A second auction of the country's controversial diamonds is set to be held in secret, after the Mines Ministry announced it would not make the details of the sale public.
The auction is expected to be soon, amid reports that the international monitor in charge of certifying the diamonds for sale is expected in Zimbabwe this week. Abbey Chikane, the monitor appointed by the international trade watchdog the Kimberley Process (KP), is reportedly set to arrive in the country on Thursday to approve a second auction.
Officials in the Mines Ministry have refused to confirm when Chikane is arriving, saying future diamond sales would be private. The Ministry says this is for security reasons, arguing that diamond buyers would prefer to bid on the stones without media attention.
The first auction was held last month, not long after the KP and the Mines Ministry reached an agreement that paved for the way for the resumption of exports under monitoring conditions. Sales had been banned last year over human rights abuses at the Chiadzwa diamond fields, which still remain controlled by the military.

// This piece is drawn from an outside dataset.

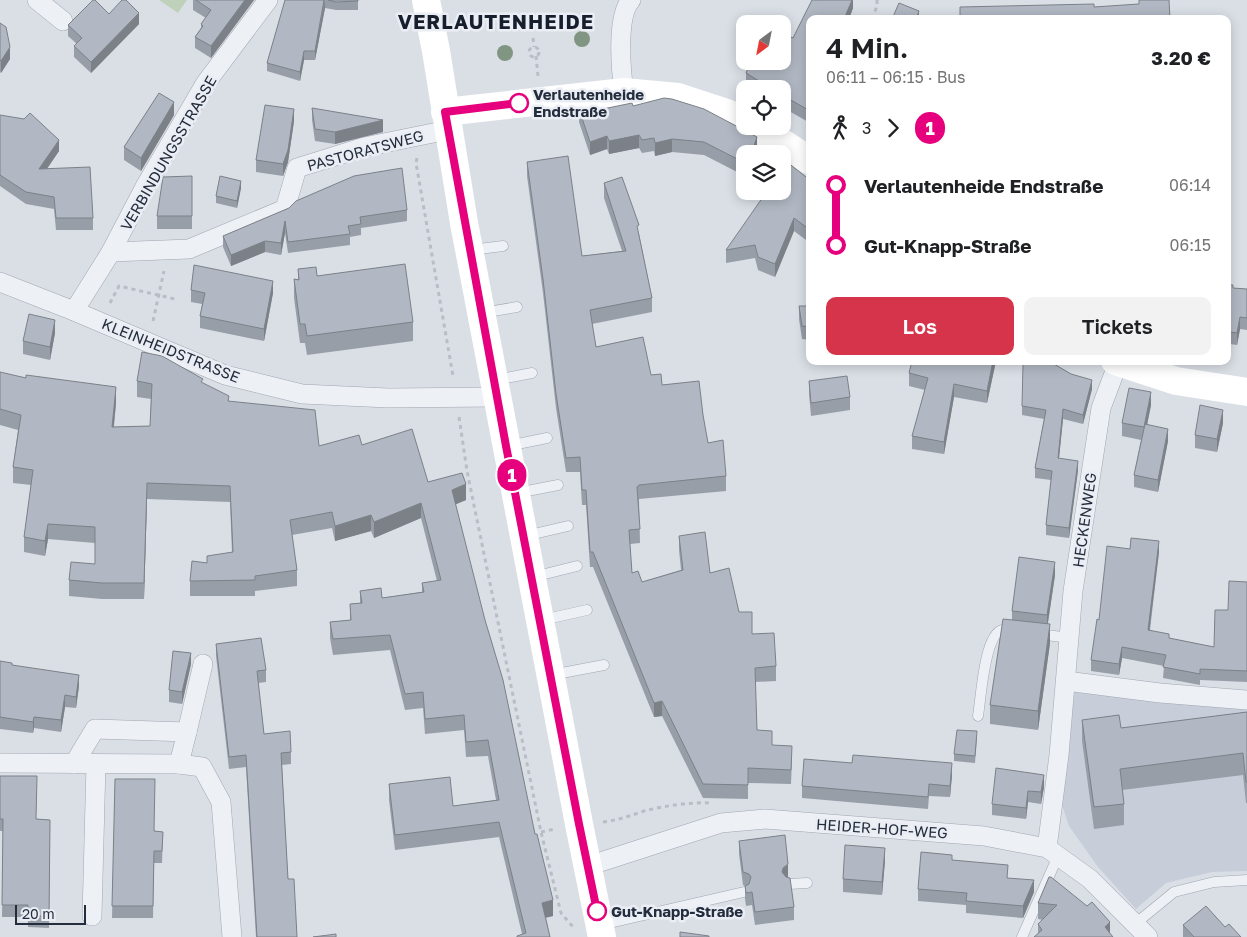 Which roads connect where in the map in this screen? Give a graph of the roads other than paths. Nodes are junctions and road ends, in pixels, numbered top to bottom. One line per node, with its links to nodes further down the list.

The agreement reached with the KP allows the Mines Ministry to sell a stockpile of diamonds mined at Chiadzwa over the past year.
KP monitor Chikane last month certified a portion of that stockpile as 'conflict free', allowing their legal sale. An estimated US$72 million was generated from the sale, and it's understood the government claimed US$30 million of the profits as the 50% shareholder in the firms mining in Chiadzwa.
The sale went ahead despite the diamonds being at the centre of a legal battle over the Chiadzwa site's ownership. The legal title holders, UK based African Consolidated Resources (ACR), warned that the diamonds were essentially stolen, after the company was forced off the claim at gunpoint in 2006. ACR warned that the sale was in contempt of a Supreme Court ruling, which ordered the firms mining at Chiadzwa to cease all operations until the ownership fight was settled.
The Supreme Court ruling came a few months after the High Court ruled that ACR was the legal title holder, validating the company's rights to mine at Chiadzwa.
But this week the High Court made a shock u-turn in revoking that earlier ruling. Critics have said this was at the behest of the government to 'clear the air' over the contested diamonds, in preparation for the second auction.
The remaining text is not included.